# Still got algae problems



## Huugs (Apr 25, 2005)

Ive still got problems with algae. Its some green but I think most of the stuff is red algae. Some is really tough dark brown on the edges of leaves and some spots on the leaf. There is also some lighter brown stuff covering the leaf surface which comes off slightly easier.

I have managed to get the Nitrates down to between 10 and 20ppm by using JBL BioNitratEx. The Phosphate levels I know is high and Im guessing that that is the problem. Its somewhere just above 2.5ppm. 
I put in some fast growing plants like water sprite, water wisteria, twisted vallis and a red stem hygro.

My tap water has 20ppm of nitrates and atleast 2.5ppm of phosphate. So doing water changes wont make the phosphate or nitrate levels any lower.

I removed as much of the algae as possible manually and i cut off the worst affected leaves but it is still coming back. Any suggestions?


----------



## Damon (Jan 18, 2005)

CO2, CO2,CO2. That what the plants need. I would remove the nitrate pillow. With PO4 levels that high, you need more nitrate to keep it in balance. Adding Flourish Excel as a source of carbon should also help.


----------



## Huugs (Apr 25, 2005)

I forgot to mention that Im using flourish excel at about 3 times the normal dose.


----------



## Damon (Jan 18, 2005)

What is the GH of your tank?
Lighitng? (Sorry if you posted this before in another post)
Filtration?


----------



## euRasian32 (May 19, 2005)

Blackout. I've kept the blinds shut in my tanks room and the little bit of light that does peer through gives me that brown algae. I'm starting to notice it on some of my plants' leaves, so I'm going to black out the room to see if it helps.


----------



## Huugs (Apr 25, 2005)

GH is 300ppm
KH is 210ppm
36W Triplus Bulb so 3wpg
Its a Fluval 2plus filter

I have posted this before but Im quite happy to tell you again as your being kind enough to answer again. If you want to see the other thread I can try and find it again. It was called 'Red Algae Problem?'.

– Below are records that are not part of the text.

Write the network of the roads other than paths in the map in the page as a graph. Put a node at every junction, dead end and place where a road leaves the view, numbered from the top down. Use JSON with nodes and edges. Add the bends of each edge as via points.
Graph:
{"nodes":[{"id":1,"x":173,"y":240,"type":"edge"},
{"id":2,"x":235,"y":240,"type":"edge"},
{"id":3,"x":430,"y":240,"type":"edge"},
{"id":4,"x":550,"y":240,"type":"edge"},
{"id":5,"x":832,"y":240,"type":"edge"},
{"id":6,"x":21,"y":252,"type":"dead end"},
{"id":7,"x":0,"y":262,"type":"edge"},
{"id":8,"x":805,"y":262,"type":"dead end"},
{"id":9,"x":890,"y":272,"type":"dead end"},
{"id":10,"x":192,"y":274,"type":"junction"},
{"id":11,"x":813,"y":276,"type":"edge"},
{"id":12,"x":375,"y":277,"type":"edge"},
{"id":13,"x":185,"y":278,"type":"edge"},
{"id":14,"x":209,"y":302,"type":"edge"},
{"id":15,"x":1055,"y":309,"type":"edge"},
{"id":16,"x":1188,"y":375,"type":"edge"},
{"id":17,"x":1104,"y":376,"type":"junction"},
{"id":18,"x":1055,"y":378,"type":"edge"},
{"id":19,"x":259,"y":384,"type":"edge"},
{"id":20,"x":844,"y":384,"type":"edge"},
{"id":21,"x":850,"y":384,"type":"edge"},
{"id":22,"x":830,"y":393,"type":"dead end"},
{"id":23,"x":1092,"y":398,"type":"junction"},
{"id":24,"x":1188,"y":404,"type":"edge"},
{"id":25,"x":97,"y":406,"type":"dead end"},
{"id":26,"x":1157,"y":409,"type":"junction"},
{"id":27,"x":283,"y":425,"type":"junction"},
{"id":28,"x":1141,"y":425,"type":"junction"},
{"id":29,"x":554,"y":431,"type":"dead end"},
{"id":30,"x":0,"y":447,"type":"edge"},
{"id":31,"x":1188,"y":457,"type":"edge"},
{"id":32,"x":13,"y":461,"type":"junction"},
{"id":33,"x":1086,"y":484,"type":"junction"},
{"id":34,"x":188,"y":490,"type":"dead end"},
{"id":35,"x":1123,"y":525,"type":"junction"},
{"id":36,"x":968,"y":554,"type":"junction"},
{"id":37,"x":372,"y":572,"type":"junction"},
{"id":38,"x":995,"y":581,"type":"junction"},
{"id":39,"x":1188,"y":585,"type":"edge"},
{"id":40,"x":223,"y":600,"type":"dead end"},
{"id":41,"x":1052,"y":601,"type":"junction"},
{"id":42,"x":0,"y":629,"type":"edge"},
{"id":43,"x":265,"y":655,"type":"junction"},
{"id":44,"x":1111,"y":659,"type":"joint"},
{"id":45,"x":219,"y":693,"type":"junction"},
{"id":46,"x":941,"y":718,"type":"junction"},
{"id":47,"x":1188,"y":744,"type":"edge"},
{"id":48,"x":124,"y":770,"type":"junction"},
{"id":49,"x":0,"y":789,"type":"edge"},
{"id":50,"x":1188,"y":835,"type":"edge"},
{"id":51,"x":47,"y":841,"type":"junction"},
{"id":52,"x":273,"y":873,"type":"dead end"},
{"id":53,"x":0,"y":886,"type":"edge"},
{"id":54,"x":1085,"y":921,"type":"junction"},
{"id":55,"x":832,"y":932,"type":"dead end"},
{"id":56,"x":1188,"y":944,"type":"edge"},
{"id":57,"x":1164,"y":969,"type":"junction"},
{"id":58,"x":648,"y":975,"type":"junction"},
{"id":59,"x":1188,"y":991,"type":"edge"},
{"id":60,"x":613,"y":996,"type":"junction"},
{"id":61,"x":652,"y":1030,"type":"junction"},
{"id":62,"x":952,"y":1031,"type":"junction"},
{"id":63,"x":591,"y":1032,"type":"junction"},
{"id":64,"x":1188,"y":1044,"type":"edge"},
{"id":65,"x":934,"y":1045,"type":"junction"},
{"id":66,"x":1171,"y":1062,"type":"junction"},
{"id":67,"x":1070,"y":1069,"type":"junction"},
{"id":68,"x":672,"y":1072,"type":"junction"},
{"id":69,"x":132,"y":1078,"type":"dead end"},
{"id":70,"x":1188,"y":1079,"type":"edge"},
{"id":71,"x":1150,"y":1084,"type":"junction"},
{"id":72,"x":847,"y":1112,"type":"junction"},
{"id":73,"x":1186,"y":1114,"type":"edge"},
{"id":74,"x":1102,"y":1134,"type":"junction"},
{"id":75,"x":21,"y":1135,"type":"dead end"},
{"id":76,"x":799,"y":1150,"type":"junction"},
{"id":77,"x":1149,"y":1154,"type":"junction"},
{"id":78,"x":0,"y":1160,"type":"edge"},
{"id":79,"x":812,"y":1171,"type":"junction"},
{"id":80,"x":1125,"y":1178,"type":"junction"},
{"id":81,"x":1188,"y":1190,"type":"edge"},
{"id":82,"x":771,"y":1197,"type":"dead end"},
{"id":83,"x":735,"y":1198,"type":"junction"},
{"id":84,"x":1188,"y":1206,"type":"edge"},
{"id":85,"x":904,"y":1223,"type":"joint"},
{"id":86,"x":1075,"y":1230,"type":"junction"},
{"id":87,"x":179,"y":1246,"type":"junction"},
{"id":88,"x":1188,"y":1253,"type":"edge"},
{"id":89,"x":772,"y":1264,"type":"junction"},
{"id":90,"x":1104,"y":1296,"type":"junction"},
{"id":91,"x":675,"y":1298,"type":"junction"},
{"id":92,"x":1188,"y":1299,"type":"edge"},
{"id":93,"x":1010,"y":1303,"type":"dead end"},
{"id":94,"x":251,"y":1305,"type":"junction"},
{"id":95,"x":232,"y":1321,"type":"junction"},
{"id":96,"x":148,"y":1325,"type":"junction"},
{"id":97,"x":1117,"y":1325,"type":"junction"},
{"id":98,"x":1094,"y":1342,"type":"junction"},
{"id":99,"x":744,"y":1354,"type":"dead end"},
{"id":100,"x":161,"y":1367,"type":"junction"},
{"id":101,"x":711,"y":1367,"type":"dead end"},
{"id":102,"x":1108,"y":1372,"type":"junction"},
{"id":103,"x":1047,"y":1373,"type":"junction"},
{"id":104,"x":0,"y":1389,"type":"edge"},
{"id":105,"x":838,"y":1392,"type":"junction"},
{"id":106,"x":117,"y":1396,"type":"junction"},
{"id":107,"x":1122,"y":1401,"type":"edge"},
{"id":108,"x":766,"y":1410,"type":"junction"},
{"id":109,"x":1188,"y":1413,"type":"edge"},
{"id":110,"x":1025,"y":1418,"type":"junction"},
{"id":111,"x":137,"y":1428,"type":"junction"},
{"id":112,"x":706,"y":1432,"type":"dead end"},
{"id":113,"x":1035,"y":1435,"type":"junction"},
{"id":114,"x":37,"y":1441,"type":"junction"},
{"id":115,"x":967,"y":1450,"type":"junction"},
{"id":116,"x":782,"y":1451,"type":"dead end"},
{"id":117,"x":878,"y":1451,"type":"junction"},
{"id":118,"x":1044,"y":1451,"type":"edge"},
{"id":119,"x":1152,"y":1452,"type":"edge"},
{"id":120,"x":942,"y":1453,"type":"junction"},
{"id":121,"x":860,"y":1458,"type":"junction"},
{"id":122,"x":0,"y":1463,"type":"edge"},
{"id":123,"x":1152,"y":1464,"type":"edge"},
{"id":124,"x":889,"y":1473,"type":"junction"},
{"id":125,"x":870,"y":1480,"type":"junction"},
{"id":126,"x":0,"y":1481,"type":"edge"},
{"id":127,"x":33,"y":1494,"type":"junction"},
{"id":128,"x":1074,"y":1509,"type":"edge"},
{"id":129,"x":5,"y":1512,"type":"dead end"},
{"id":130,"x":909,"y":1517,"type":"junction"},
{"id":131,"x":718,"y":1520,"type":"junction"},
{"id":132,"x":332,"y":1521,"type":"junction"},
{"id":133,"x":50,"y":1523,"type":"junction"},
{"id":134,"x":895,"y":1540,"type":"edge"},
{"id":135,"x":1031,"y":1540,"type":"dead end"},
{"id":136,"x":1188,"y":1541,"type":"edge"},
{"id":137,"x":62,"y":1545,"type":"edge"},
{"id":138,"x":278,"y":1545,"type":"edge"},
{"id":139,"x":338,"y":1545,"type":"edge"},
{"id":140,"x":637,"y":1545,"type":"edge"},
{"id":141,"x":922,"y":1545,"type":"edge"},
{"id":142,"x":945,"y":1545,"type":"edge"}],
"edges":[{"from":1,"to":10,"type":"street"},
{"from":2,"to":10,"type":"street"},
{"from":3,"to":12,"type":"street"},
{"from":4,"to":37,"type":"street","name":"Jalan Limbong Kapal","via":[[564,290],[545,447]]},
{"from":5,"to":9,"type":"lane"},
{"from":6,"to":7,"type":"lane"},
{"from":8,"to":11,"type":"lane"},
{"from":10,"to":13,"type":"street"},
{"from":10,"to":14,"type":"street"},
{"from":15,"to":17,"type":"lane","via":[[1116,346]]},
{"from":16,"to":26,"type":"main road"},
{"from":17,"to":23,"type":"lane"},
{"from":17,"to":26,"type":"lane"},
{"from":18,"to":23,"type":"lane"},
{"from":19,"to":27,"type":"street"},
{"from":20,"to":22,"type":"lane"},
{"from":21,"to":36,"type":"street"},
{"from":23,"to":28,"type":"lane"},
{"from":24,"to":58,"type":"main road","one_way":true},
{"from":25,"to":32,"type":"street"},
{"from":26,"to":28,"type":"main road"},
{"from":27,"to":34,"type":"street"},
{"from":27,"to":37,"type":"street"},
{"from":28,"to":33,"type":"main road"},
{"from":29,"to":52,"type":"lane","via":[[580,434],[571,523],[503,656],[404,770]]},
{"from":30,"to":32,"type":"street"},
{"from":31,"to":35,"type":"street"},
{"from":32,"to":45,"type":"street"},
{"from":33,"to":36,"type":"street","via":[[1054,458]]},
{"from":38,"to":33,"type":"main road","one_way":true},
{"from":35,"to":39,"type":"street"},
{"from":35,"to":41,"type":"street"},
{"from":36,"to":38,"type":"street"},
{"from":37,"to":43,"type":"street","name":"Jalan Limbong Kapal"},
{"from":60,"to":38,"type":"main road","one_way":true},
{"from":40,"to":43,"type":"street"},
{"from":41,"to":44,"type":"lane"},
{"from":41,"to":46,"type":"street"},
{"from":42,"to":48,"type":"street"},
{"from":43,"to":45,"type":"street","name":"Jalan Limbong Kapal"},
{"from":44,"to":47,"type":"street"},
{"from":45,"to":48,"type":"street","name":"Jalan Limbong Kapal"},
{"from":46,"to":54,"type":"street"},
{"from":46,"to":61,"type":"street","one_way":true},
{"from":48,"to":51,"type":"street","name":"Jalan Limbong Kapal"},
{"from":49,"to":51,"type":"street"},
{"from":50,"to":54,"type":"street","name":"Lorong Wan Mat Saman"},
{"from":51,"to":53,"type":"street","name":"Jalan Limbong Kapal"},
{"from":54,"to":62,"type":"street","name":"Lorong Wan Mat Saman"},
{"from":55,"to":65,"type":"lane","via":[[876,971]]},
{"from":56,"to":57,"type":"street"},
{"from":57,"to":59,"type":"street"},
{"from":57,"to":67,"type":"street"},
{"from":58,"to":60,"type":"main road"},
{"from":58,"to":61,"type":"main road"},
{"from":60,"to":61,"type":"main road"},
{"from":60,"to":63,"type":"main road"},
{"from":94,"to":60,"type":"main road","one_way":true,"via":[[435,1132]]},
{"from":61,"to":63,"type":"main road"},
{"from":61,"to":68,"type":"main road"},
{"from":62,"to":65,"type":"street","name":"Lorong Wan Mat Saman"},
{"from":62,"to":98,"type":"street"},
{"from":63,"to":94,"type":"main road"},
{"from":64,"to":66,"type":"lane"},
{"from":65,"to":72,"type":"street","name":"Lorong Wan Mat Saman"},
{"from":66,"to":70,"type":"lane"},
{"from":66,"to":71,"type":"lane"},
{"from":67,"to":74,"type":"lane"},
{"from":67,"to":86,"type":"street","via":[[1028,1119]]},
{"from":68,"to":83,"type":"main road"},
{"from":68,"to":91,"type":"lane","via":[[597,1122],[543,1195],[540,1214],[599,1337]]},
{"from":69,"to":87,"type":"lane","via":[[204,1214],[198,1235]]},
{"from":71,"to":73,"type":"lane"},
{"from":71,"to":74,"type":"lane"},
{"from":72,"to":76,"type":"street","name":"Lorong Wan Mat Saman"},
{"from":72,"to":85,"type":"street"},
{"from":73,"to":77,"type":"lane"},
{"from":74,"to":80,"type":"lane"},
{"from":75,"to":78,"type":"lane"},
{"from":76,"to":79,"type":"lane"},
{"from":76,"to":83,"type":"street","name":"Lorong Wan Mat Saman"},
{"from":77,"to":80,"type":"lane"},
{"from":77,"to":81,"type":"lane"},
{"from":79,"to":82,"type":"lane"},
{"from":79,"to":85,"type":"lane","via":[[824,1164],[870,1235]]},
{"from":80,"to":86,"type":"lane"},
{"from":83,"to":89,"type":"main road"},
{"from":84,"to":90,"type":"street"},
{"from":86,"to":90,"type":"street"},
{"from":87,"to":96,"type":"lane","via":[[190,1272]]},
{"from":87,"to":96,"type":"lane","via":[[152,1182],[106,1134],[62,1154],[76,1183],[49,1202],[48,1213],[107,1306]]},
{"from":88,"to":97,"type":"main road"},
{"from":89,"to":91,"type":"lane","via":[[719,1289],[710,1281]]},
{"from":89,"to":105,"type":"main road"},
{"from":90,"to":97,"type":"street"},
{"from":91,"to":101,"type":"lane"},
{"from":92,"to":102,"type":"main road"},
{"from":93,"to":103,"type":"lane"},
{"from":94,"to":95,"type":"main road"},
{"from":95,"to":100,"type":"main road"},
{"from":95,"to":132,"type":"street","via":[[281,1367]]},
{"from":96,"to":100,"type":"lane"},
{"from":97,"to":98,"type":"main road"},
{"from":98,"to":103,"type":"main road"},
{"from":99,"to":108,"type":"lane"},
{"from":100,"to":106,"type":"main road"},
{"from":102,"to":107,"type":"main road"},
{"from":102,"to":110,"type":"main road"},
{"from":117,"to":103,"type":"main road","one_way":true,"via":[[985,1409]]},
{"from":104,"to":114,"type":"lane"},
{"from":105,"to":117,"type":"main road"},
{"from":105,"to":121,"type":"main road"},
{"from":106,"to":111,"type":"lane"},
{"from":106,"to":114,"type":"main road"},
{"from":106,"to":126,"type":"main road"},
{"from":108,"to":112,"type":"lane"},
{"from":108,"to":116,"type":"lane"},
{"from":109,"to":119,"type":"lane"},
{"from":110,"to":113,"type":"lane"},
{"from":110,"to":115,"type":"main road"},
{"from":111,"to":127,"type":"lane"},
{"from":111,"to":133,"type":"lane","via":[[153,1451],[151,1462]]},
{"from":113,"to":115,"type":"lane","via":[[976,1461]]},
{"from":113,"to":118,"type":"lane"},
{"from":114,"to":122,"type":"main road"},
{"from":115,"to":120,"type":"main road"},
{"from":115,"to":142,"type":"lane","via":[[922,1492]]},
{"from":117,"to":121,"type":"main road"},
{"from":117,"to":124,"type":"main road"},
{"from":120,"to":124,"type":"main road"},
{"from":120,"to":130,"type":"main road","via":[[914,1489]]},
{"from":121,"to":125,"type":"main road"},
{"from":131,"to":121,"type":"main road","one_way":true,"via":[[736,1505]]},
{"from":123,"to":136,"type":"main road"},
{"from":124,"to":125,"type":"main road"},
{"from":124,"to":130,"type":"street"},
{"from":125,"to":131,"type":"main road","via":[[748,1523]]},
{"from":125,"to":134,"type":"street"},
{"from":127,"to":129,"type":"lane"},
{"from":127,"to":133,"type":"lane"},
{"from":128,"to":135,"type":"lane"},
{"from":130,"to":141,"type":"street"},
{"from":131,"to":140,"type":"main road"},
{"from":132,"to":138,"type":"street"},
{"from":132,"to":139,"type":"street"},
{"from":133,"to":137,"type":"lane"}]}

I did notice that when we had a heat wave a little while ago I had to have the lights off to keep the temp down a bit. I had just cleaned up the algae off the rocks and stuff and then had the lights off for a few days and it hadnt grown anywhere near as much as it had been in that length of time before. As soon as the lights were on again the algae was growing like mad again.

I dont know what this means but the algae on the rocks is actually making air bubbles all over and these look like they get big enough to break off the rock and themn float to the top. Its wierd coz the rocks have been in there for a good 4 months and (as suggested by my lfs) I put some vinegar on to see if it reacted and it didnt. So I guess the algae is producing the bubbles. Any Ideas on this aswell coz its quite interesting? Only just started doing it.


----------



## Damon (Jan 18, 2005)

Normally bba will bubble when exposed to high doses of O2. Hydrogen Peroxide (or H2 O2 if you will) will kill it when administered directly onto it. Not really a pheasible cure as its impossible to get it all dosing through a dropper. If the algae turns bright red, its dead or on its way out. Blackouts are still a good method as it will kill the bba. CO2 (or excel) will stop growth but won't kill it (unless you overdose with excel). You have to continue treatments for at least a week when no visible sign are in the tank. BBA is CO2 related.


----------



## Huugs (Apr 25, 2005)

What do you mean BBA is CO2 related?

I have been dosing Excel at about 3 times the normal dosing and it hasnt turned red. It hasnt even stopped it growing!

How long a blackout would be required to kill it normally?


----------



## Damon (Jan 18, 2005)

While dosing excel daily, I would try a 4-5 day blackout.


----------



## Huugs (Apr 25, 2005)

Will this stress the fish so do I need to keep an eye on them?


----------



## Damon (Jan 18, 2005)

It shouldn't hurt your fish at all.


----------



## Huugs (Apr 25, 2005)

Cheers Simpte. Ill post up results after 4 days. Coming up on the end of day one soon so by thursday 4 days will be up and hopefully Ill have lost of red red algae. Fingers crossed.


----------